Somente Maceió conta com 67 corpos aguardando sepultamento; MPAL quer que municípios se responsabilizem pelos corpos das pessoas naturais de cada cidade


O problema da superlotação de corpos no Instituto Médico Legal (IML) de Maceió foi discutido durante reunião nesta segunda-feira (18), com a presença de representantes do Ministério Público Estadual (MPAL) e da Segurança Pública. Os corpos acumulados já foram liberados pelo IML, mas ninguém apareceu para buscar. Diante disso, acabaram ficando no local. Somente a capital alagoana conta atualmente com 67 corpos aguardando sepultamento. A primeira medida a ser implementada serão as tratativas junto aos municípios para que eles sepultem os corpos de pessoas que são naturais de suas cidades.

O encontro contou com a presença do procurador-geral de Justiça, Márcio Roberto Tenório de Albuquerque, da promotora de Justiça do Controle Externo da Atividade Policial da capital (62ª Promotoria de Justiça), Karla Padilha, e do secretário de Segurança Pública, coronel Elias Oliveira.
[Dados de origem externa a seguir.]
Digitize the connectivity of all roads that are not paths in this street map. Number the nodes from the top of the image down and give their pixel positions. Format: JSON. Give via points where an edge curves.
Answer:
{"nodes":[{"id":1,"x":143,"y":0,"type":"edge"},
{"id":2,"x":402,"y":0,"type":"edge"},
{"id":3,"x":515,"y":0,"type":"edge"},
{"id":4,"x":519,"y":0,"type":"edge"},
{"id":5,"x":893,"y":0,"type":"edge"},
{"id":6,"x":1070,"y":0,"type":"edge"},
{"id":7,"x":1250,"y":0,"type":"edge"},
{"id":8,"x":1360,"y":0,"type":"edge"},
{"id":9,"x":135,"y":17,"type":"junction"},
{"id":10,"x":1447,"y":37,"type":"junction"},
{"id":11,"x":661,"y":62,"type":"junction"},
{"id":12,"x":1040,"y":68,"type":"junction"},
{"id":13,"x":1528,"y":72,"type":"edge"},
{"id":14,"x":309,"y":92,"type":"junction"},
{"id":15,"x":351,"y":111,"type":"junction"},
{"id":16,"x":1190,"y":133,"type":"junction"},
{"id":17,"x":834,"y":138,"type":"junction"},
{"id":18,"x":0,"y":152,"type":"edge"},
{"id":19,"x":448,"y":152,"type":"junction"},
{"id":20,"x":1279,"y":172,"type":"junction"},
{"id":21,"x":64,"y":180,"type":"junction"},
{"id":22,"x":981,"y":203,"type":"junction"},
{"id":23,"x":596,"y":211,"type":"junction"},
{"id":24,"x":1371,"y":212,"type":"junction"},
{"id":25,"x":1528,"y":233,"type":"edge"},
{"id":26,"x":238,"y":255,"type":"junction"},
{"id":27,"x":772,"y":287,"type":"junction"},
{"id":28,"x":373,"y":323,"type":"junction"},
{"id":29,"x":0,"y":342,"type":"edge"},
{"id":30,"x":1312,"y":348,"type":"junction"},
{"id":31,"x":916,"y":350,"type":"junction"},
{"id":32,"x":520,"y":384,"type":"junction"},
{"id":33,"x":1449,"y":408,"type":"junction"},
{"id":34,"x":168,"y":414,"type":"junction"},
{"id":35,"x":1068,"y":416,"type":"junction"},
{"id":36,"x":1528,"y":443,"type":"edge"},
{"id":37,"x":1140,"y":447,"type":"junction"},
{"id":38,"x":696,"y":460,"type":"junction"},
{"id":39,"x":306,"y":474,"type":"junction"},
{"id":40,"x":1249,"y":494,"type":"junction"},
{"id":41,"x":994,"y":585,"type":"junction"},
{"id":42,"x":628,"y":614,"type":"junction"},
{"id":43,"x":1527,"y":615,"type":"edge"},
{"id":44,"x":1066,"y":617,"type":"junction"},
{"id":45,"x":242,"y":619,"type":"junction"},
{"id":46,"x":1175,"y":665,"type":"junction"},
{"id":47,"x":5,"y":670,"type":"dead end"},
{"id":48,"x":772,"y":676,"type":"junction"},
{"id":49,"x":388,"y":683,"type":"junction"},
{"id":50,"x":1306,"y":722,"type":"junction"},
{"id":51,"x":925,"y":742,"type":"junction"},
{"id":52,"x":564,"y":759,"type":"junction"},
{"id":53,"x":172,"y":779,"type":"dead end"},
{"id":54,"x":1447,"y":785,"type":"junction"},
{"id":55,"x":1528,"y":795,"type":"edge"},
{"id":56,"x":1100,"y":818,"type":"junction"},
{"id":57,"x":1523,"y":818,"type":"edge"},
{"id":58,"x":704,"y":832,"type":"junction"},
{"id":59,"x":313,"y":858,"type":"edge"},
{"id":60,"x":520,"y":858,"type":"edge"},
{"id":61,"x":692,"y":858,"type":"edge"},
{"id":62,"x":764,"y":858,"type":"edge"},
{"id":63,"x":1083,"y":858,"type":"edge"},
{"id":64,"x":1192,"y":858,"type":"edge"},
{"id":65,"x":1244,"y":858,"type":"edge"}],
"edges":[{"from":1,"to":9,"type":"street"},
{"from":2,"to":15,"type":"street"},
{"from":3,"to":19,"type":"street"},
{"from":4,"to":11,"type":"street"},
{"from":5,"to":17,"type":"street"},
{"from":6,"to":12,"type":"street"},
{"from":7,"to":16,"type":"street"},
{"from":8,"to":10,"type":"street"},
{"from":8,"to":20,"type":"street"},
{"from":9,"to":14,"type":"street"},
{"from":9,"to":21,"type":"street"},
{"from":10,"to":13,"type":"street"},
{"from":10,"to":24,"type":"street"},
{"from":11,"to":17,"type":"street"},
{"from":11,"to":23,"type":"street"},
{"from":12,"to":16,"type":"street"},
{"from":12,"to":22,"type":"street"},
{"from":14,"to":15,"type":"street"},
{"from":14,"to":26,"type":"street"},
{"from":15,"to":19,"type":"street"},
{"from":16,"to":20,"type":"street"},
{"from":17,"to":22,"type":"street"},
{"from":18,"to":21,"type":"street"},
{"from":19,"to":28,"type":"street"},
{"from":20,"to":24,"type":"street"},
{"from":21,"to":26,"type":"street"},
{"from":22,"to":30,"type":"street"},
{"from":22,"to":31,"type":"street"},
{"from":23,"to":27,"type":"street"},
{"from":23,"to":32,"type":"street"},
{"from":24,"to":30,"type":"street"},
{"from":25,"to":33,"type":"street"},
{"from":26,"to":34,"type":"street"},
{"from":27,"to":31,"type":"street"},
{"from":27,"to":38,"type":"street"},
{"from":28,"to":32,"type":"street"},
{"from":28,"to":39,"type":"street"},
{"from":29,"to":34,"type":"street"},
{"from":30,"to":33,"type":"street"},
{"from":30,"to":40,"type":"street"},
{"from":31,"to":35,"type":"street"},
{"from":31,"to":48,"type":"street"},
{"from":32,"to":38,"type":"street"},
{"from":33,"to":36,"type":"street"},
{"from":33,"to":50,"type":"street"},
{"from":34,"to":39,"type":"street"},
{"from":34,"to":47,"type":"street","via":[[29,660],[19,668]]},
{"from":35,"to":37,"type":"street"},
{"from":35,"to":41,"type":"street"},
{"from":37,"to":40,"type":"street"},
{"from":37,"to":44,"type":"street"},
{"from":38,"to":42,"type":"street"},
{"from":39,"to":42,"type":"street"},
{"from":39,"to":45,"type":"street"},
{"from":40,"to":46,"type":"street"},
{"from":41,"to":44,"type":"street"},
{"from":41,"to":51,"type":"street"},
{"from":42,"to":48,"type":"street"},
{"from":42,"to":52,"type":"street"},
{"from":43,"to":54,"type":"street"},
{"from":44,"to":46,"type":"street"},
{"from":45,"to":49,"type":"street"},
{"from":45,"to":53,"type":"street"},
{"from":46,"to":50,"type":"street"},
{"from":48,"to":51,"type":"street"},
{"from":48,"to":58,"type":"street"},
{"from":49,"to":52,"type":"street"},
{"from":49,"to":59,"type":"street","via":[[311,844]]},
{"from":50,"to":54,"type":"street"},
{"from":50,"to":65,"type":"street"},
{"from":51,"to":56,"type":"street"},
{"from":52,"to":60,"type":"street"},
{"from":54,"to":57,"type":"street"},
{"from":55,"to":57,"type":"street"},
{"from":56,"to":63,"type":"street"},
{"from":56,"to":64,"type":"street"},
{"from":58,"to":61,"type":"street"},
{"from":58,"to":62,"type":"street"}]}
Na reunião, que ocorreu no prédio-sede do Ministério Público do Estado de Alagoas, Márcio Roberto Tenório de Albuquerque assumiu o compromisso de provocar as prefeituras para que elas assumam esse compromisso.

“Já vimos que a situação é emergencial e que o Instituto Médico Legal poderá ficar, a qualquer momento, sem condições de receber novos corpos, então, eu pessoalmente tratarei desse assunto com os gestores das 29 prefeituras que possuem relação com essa causa. Vamos pedir para que essas cidades providenciem o sepultamento dos seus munícipes, uma vez que o IML possui essa relação e sabe identificar de onde veio cada um deles”, informou o chefe do MPAL.